ACTIVITY: How many lines below include the string "lane"? State the number alone.

Saved entries:

....................

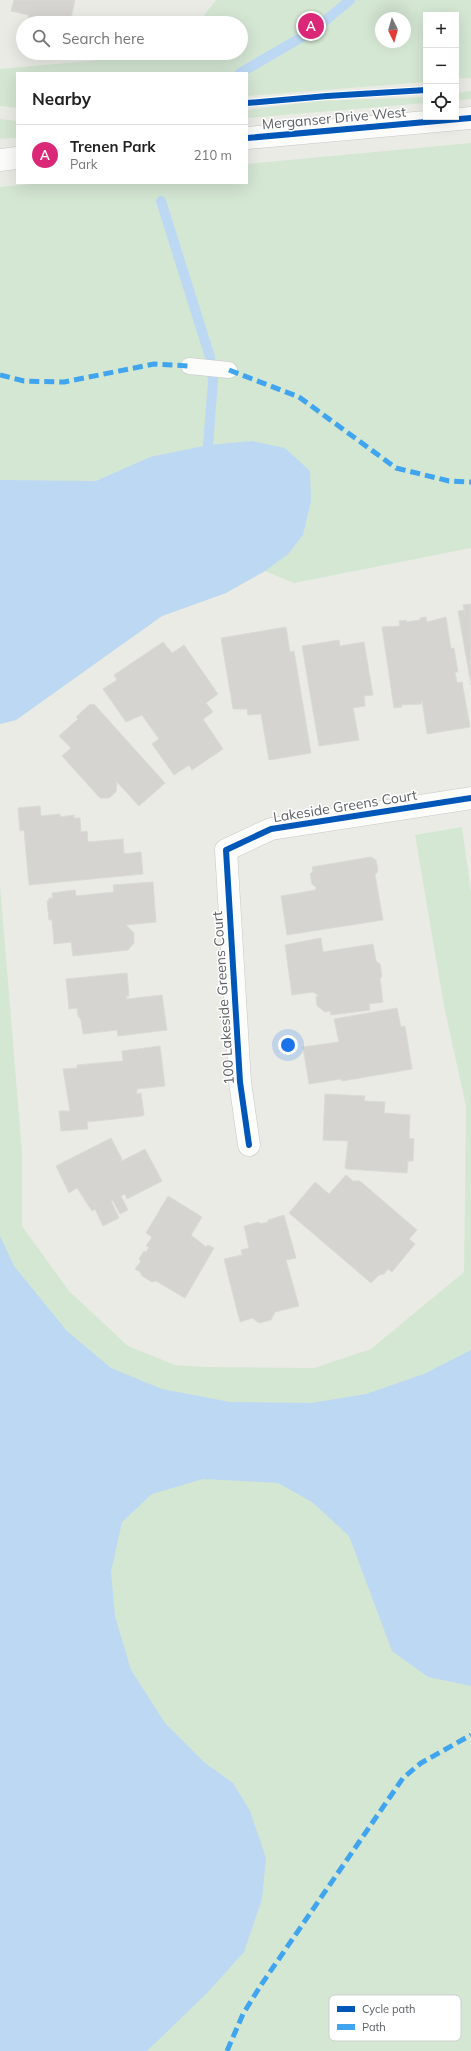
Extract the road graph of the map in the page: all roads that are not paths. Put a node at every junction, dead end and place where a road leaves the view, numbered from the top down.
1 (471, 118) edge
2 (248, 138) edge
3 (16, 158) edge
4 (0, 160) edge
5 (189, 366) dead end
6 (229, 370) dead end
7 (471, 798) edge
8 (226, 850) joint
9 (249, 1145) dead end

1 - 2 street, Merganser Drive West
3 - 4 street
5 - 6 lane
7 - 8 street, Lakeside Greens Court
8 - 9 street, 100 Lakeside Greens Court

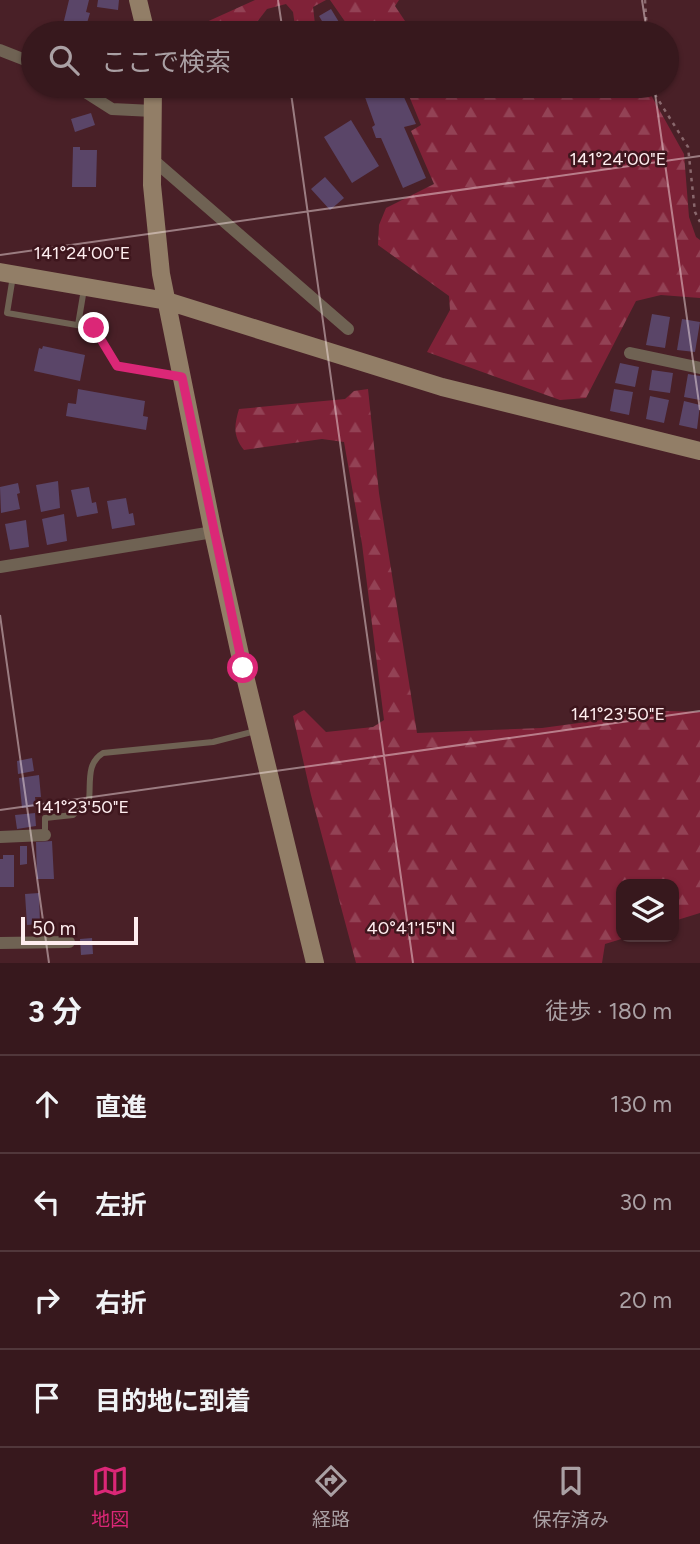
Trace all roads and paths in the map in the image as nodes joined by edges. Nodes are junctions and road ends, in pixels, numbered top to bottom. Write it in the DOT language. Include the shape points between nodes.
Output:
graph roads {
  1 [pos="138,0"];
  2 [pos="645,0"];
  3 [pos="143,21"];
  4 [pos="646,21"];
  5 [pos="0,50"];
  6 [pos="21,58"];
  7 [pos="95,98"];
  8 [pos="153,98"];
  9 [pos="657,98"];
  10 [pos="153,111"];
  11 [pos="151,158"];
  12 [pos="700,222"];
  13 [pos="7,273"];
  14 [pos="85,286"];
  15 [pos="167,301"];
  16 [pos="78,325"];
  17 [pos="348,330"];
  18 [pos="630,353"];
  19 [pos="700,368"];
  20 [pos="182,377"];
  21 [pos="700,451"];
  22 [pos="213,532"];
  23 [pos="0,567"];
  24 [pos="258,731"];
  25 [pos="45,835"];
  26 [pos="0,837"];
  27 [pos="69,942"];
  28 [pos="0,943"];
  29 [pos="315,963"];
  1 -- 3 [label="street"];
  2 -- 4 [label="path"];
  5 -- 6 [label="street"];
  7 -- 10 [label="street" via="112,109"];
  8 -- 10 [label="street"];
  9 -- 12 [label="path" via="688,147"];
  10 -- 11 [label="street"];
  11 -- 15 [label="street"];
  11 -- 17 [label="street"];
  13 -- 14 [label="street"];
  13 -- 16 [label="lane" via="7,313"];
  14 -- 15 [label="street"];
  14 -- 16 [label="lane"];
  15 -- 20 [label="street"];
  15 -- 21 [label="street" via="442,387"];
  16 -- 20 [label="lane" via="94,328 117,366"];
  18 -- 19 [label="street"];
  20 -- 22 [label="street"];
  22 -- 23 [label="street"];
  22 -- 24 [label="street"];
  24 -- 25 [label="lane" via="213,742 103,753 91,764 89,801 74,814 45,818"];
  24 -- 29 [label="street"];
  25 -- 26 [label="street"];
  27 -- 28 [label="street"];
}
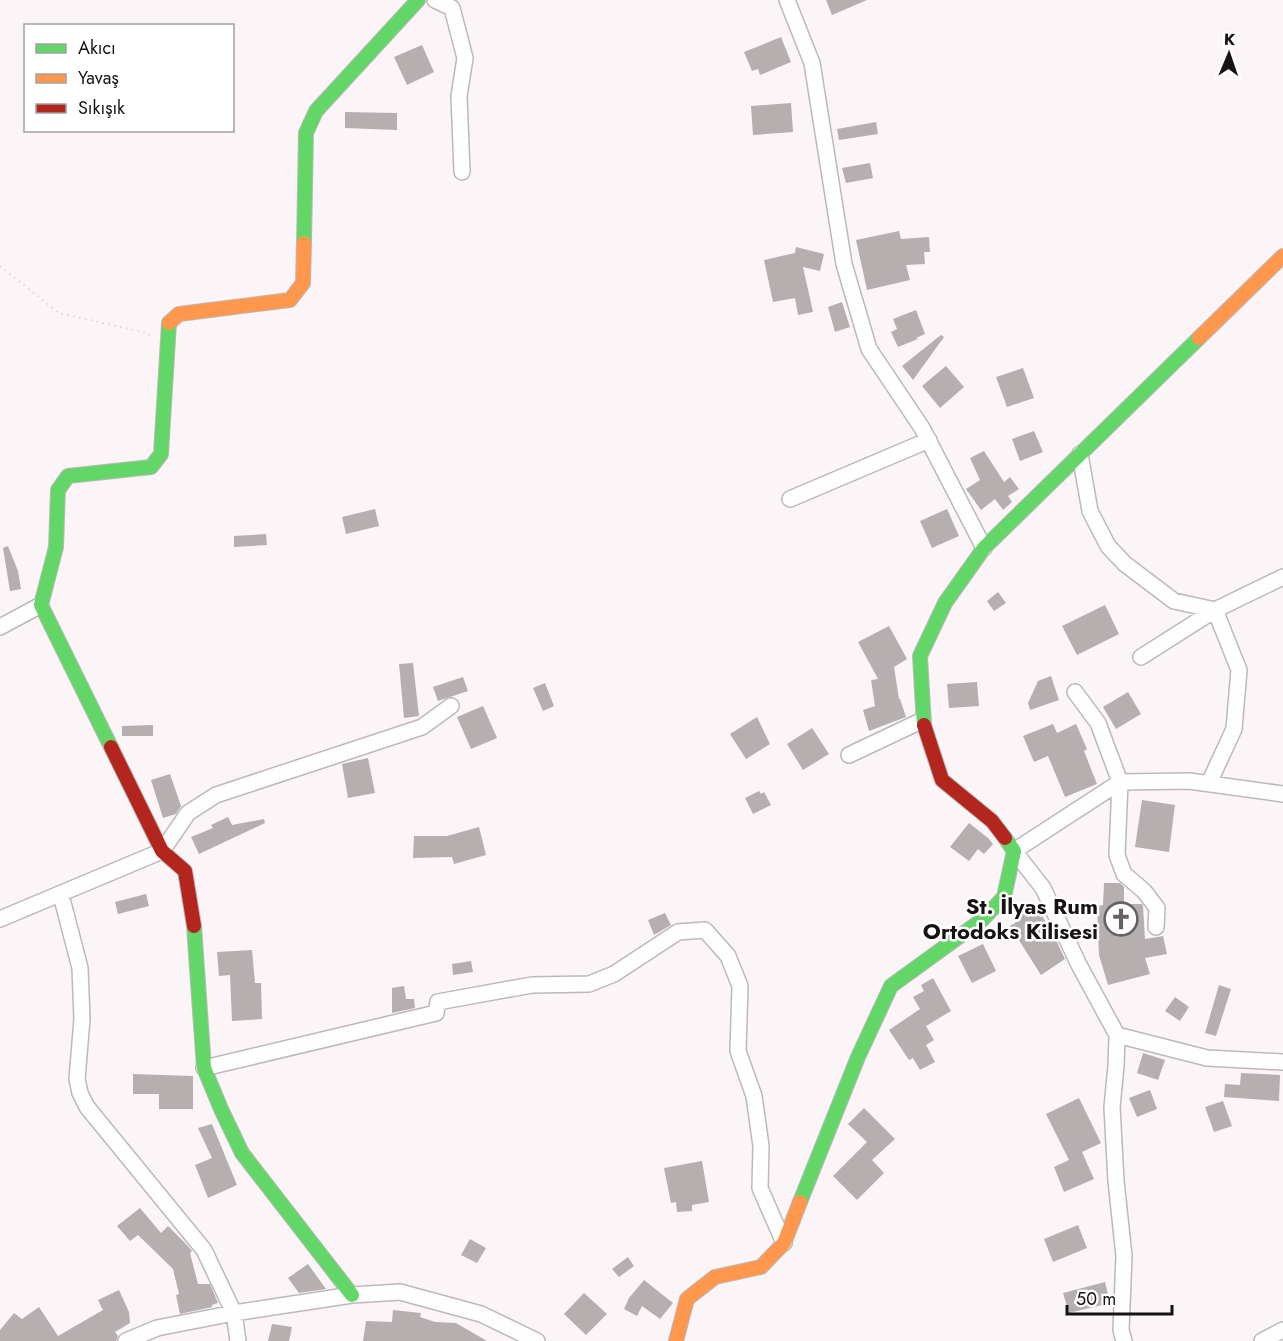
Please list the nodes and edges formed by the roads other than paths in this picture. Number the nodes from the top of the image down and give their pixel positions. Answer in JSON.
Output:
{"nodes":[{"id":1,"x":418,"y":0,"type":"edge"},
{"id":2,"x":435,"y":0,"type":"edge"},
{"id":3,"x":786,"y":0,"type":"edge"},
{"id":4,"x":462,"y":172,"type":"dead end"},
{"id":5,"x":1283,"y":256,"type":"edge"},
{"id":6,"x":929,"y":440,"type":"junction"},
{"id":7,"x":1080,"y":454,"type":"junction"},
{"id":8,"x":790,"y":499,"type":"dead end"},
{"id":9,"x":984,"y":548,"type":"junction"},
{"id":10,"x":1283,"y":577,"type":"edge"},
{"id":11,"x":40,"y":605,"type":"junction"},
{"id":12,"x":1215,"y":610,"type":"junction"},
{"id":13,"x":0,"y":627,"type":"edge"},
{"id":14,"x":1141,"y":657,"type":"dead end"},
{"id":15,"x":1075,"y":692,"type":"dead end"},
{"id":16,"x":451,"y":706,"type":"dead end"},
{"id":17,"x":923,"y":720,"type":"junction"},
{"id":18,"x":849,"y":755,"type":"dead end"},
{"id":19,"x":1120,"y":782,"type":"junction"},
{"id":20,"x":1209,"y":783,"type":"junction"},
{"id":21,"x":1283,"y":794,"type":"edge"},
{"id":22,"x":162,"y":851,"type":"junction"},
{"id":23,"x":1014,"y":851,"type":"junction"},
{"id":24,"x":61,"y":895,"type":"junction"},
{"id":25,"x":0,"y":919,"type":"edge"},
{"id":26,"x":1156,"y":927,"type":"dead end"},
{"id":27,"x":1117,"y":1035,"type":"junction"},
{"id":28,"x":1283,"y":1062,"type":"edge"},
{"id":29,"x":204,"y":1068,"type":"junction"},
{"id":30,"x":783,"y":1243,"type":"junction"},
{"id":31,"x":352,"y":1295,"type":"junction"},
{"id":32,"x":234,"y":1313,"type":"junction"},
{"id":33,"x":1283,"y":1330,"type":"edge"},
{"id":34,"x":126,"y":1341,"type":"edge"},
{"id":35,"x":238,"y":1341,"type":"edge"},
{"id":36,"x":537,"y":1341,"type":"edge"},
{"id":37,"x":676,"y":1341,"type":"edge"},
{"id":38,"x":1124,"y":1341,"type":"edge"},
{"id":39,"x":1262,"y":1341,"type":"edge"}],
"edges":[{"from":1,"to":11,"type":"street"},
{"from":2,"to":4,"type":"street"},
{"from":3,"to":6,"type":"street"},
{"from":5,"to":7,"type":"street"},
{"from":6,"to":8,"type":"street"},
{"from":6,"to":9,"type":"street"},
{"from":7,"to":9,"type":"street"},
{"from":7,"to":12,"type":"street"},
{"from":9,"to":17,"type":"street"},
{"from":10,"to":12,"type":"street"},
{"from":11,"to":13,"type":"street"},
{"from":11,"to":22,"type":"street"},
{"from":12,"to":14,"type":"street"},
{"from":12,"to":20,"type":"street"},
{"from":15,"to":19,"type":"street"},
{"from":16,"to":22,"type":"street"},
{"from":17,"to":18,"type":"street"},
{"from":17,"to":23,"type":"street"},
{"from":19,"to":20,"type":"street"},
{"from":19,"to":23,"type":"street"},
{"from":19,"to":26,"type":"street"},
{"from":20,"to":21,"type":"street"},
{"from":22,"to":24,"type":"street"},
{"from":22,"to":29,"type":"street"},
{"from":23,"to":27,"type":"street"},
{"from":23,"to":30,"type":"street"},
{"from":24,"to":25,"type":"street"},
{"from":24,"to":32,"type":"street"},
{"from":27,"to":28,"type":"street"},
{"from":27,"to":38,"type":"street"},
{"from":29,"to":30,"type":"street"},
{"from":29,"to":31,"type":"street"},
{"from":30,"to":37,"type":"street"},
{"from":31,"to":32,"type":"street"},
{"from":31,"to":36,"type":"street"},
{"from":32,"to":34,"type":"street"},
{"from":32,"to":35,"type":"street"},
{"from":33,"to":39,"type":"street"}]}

....................

YOUR RESPONSE: 5